Even though 2009 happens to fall in that part of the cycle (one year out of every four) in which no major elections are scheduled in Memphis and Shelby County, politics is, in the Palin-esque phrase, rearing its head. Big-time. Already the race for county mayor is drawing serious interest.
It has long been understood that current Shelby County Commission chairman Deidre Malone, a Democrat, is a certain entry in the 2010 mayoral race. Various other Democrats may also hazard a run, but the one most likely to give her a serious contest is a recently rumored entry, Bank of Bartlett president Harold Byrd.
Byrd is a former state representative and sometime candidate for major office; he made two races for Congress in the 7th District, in 1982 and 1994, and was organized to run for Shelby County mayor in 2002 when the entry of ultimate victor A C Wharton, who drew upon much the same constituency, caused a re-thinking and Byrd's reluctant withdrawal.

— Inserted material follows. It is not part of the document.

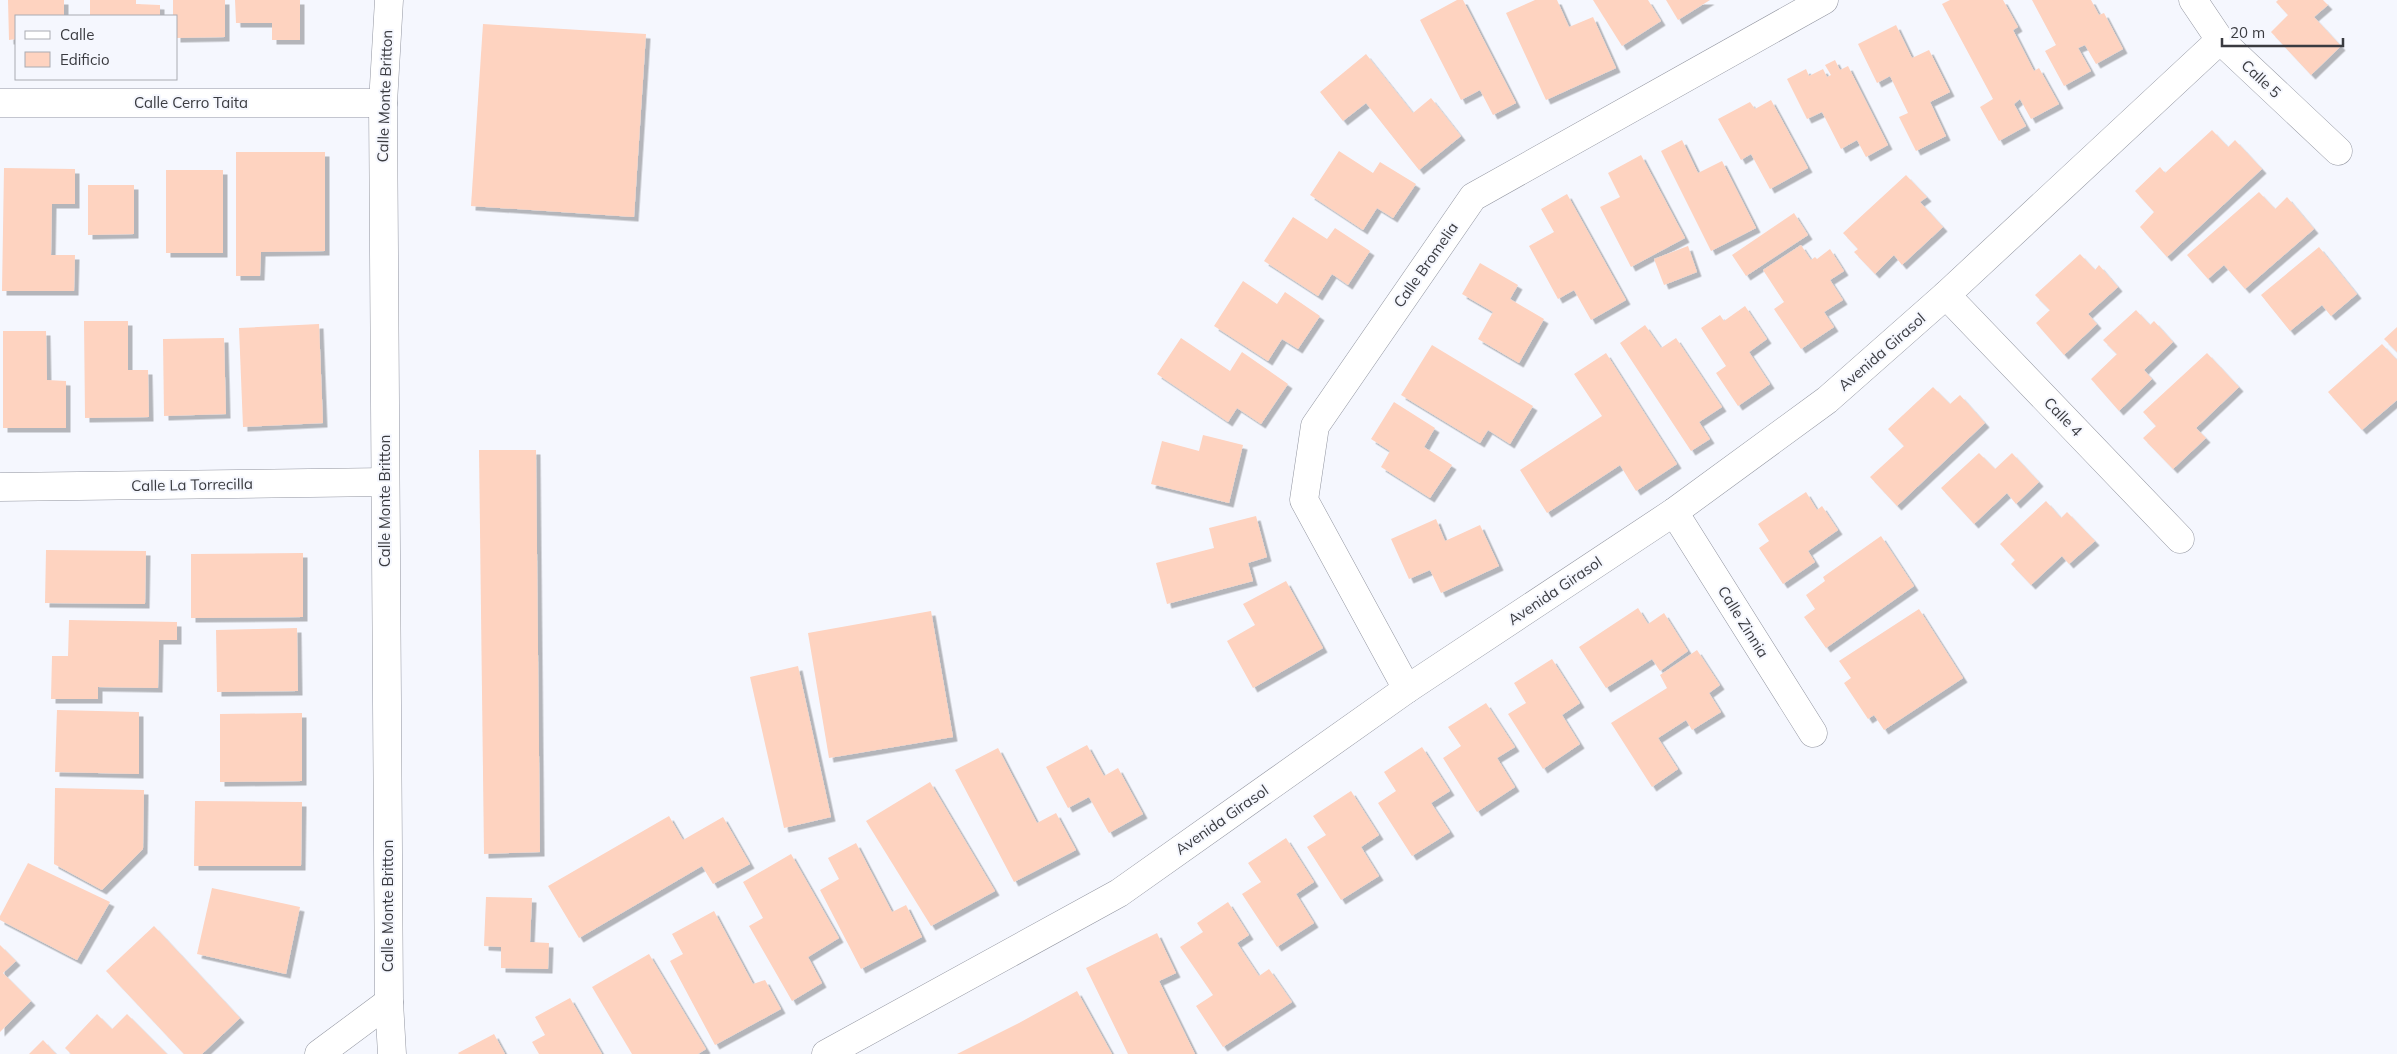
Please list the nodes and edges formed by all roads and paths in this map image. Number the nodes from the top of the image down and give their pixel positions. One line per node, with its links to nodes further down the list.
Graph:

Before, during, and after that abortive 2002 run, Byrd has consistently been one of the major forces in civic affairs and local politics - providing financial assistance to candidates and causes and carrying prodigious amounts of water for the University of Memphis, its athletic arm in particular. He recently survived a serious illness and seems eager to resume his political career, having told friends he's once again eyeing the job of county mayor, which Wharton must vacate in 2010.
A key player in what shapes up as a potential Malone-Byrd showdown is Sidney Chism, a fellow county commissioner who usually finds himself in common purpose with his colleague Malone. But Chism is also one of the county's key political brokers, especially in Memphis' inner city, and he and Byrd have long been de facto allies. That's the bad news for Malone: Chism has lately given several friends the impression he would favor Byrd in a primary battle.

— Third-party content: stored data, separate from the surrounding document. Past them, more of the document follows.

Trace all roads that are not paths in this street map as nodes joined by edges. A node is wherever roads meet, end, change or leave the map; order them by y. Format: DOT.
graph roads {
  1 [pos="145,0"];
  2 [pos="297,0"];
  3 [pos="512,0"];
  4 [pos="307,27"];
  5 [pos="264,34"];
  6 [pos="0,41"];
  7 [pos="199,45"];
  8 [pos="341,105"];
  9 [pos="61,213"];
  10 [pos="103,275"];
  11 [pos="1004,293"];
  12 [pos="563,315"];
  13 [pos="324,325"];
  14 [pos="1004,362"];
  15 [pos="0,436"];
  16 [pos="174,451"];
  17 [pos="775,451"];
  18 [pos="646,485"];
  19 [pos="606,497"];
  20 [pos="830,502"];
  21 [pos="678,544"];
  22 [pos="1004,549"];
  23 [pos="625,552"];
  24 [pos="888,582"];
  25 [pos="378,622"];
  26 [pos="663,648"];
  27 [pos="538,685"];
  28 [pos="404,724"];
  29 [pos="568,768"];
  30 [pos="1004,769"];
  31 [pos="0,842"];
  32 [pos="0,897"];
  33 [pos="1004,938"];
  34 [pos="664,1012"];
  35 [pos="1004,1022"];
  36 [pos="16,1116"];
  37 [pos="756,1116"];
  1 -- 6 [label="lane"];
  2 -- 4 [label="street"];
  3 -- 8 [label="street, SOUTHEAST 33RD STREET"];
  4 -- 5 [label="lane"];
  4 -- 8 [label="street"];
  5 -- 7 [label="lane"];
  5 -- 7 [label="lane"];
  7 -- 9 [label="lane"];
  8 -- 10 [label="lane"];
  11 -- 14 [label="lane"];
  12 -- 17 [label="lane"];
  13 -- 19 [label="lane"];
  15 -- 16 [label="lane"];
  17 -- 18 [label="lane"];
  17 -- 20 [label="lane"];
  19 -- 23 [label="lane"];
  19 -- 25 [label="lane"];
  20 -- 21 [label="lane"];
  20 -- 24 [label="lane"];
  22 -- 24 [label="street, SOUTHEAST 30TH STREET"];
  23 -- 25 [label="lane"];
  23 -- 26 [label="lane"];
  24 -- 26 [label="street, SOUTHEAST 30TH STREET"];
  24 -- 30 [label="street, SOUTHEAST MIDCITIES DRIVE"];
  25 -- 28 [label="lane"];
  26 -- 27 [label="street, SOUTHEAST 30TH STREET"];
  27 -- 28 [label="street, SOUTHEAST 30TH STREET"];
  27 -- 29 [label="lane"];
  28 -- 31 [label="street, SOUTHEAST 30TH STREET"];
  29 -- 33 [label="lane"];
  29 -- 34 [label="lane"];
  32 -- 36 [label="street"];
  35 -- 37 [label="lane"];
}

All other factors being equal, Byrd is regarded by Chism and others as far more likely than other Democrats to put together a healthy war chest to run on.
The shape of the Democratic field could also influence the lineup in Republican ranks. For years Sheriff Mark Luttrell was regarded as an almost certain Republican candidate for county mayor n 2010. In recent months his resolve had slackened off as he became engrossed in challenges confronting law enforcement in general and the sheriff's department in particular. (And, for that matter, as demographic shifts in the electorate seemed increasingly to favor Democrats.)
But, for whatever reason, Luttrell seems to have re-activated his interest in the mayor's job. Word is going around, however - no doubt nudged along by partisans of Byrd -- that the sheriff could go lukewarm on running again if Byrd, whom he respects, becomes a candidate.
It's still early, but the coffee has already started to percolate.